By Karl Terry: CNJ columnist
I got a chance to do something last week I haven’t been able to do in 35 or 40 years. I sat through a performance Thursday at the Pioneer Days Rodeo.
I’ve been to lots of rodeos in three different states in that time, but I’ve always been there as a journalist getting a story or a photo. I haven’t had the chance to simply sit through the entire rodeo without taking photos or tracking down interviews with contestants and organizers. Usually it meant staying just 45 minutes or an hour and hustling back to get the story in the paper.

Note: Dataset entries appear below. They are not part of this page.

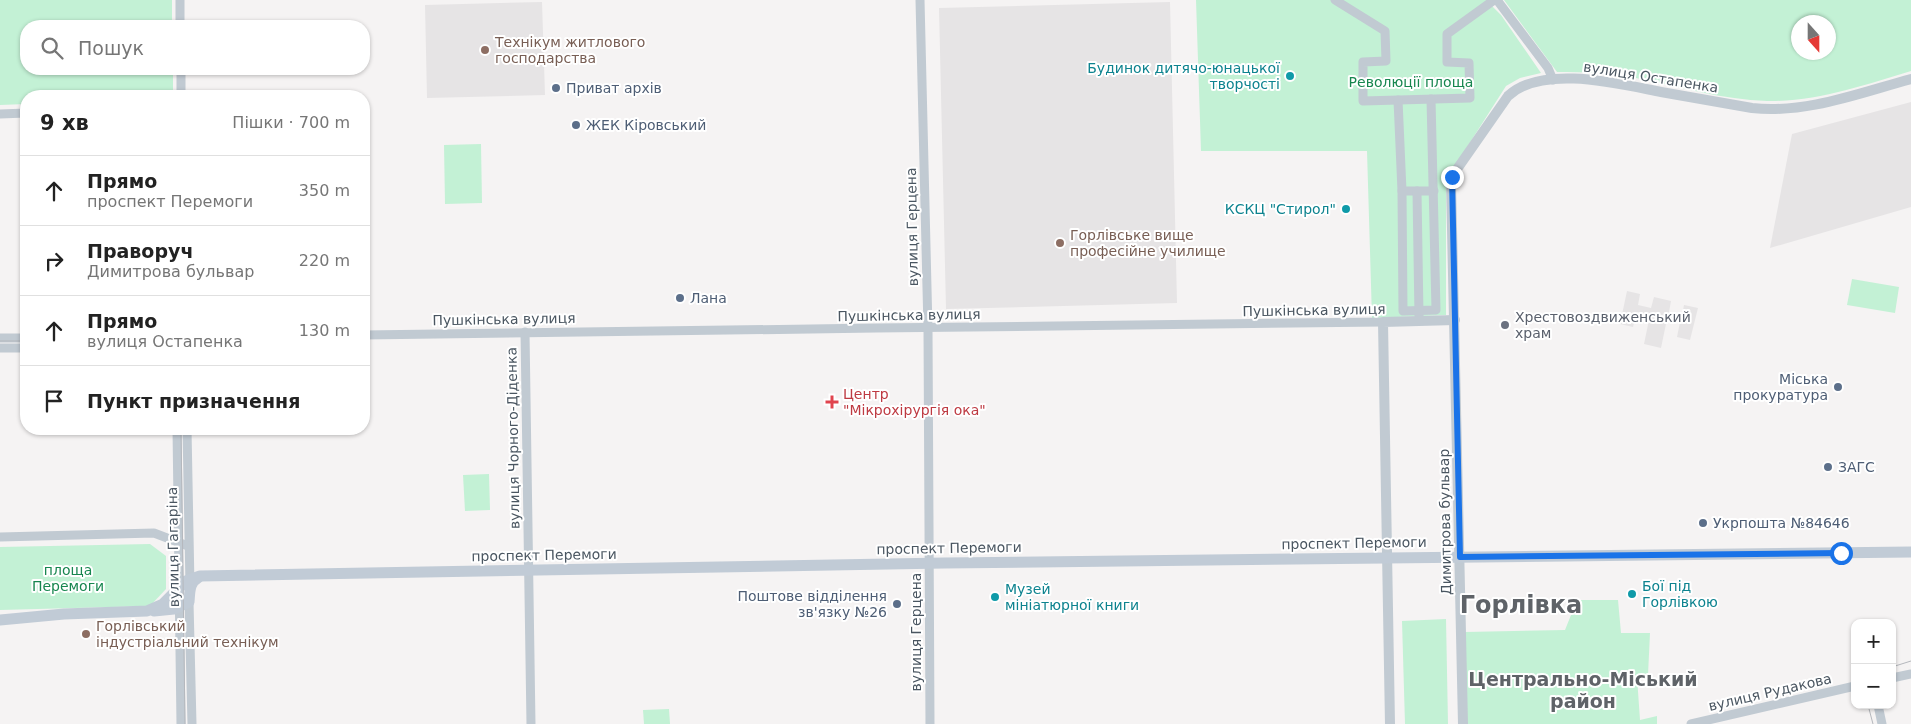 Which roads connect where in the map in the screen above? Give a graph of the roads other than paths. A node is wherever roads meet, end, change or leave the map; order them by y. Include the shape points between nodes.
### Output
1 (180, 0) edge
2 (920, 0) edge
3 (1335, 0) edge
4 (1496, 0) edge
5 (180, 20) edge
6 (181, 75) edge
7 (1911, 79) edge
8 (1553, 80) junction
9 (181, 90) edge
10 (1431, 99) junction
11 (1398, 100) junction
12 (20, 113) edge
13 (0, 114) edge
14 (1402, 191) junction
15 (1417, 191) junction
16 (1434, 192) junction
17 (1419, 310) junction
18 (1455, 320) junction
19 (1383, 322) junction
20 (1419, 322) junction
21 (928, 329) junction
22 (525, 332) junction
23 (370, 335) edge
24 (0, 338) edge
25 (20, 338) edge
26 (0, 348) edge
27 (20, 348) edge
28 (177, 435) edge
29 (187, 435) edge
30 (0, 537) edge
31 (179, 542) junction
32 (188, 546) junction
33 (1911, 552) edge
34 (1460, 557) junction
35 (1387, 558) junction
36 (929, 564) junction
37 (530, 570) junction
38 (190, 582) junction
39 (185, 605) junction
40 (147, 611) junction
41 (0, 620) edge
42 (1911, 674) edge
43 (1896, 677) edge
44 (1851, 687) edge
45 (1879, 709) edge
46 (181, 724) edge
47 (192, 724) edge
48 (531, 724) edge
49 (930, 724) edge
50 (1390, 724) edge
51 (1463, 724) edge
52 (1691, 724) edge
53 (1882, 724) edge

1 - 5 street
2 - 21 street, вулиця Герцена
3 - 11 street via 1385,31 1386,61 1362,62 1363,101
4 - 8 street via 1548,68
4 - 10 street via 1447,34 1446,62 1469,62 1470,98
6 - 9 street
7 - 8 street, вулиця Остапенка via 1803,108 1773,110 1588,79
8 - 18 street, вулиця Остапенка via 1522,86 1508,96 1452,177
10 - 11 street
10 - 16 street
11 - 14 street
12 - 13 street
14 - 15 street
14 - 17 street via 1403,311
15 - 16 street
15 - 17 street
16 - 17 street via 1436,310
17 - 20 street
18 - 20 street, Пушкінська вулиця
18 - 34 street, Димитрова бульвар
19 - 20 street, Пушкінська вулиця
19 - 21 street, Пушкінська вулиця
19 - 35 street
21 - 22 street, Пушкінська вулиця
21 - 36 street, вулиця Герцена
22 - 23 street, Пушкінська вулиця
22 - 37 street, вулиця Чорного-Діденка
24 - 25 street
26 - 27 street
28 - 31 street, вулиця Гагаріна
29 - 32 street, вулиця Гагаріна
30 - 31 street via 154,533
31 - 32 street
31 - 38 street, вулиця Гагаріна
32 - 38 street, вулиця Гагаріна
33 - 34 main road, проспект Перемоги
34 - 35 main road, проспект Перемоги
34 - 51 street, Димитрова бульвар
35 - 36 main road, проспект Перемоги
35 - 50 street
36 - 37 main road, проспект Перемоги
36 - 49 street, вулиця Герцена
37 - 38 main road, проспект Перемоги
37 - 48 street, вулиця Чорного-Діденка
38 - 39 main road, вулиця Гагаріна
38 - 40 main road via 163,604
39 - 40 main road
39 - 46 street, вулиця Гагаріна
39 - 47 street, вулиця Гагаріна
40 - 41 main road
42 - 43 street
44 - 52 street, вулиця Рудакова
45 - 53 street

Getting the chance to watch a world-champion roper like Trevor Brazile take a run in Clovis was truly a treat. Add to that an exciting but scary wreck by up-and-coming professional bull rider L.J. Jenkins of Texico and it’s no wonder I kept my seat until after 11 that night.
Growing up we helped rope, castrate and brand my granddad’s calves. On branding day all the cousins were together and I had the opportunity to ride a steer on his farm but that was as close to participating in rodeo as I ever wanted to get. I never had a horse and having a bovine toss me on my head never appealed to me.
I always liked watching rodeos of all descriptions though. My other grandparents lived directly across from the Roosevelt County Mounted Patrol Arena. If we couldn’t convince my grandmother to take us across the road to the rodeo we could sit on the porch and listen to the rodeo announcer on the loudspeaker.
A couple of my favorite movies, “The Rounders” and “Junior Bonner,” were about over-the-hill rodeo riders. Those movies portrayed a pretty hard existence for a rodeo cowboy in the 1960s and ’70s. It was obvious the rodeo, while it’s still a young person’s sport, has come a long way since those movies were made.
With the National Finals Rodeo now televised and marketed into a major event each year and the Professional Bull Riders, Inc. (PBR) riding a wave of popularity, rodeo is making in-roads into the world of professional sports. Still, it pales in comparison to football’s Super Bowl, basketball’s NBA Finals and baseball’s World Series. The earnings for the athlete only support the very best of the best in the rodeo world and the venues and fan base is in a completely different league.
The sport and those who pursue it are both still, for the most part, pretty humble. That in some ways isn’t a bad thing. It’s kept rodeo wholesome and connected to its roots in tight-knit Western communities. You don’t have to ride or rope yourself to appreciate the values the sport projects.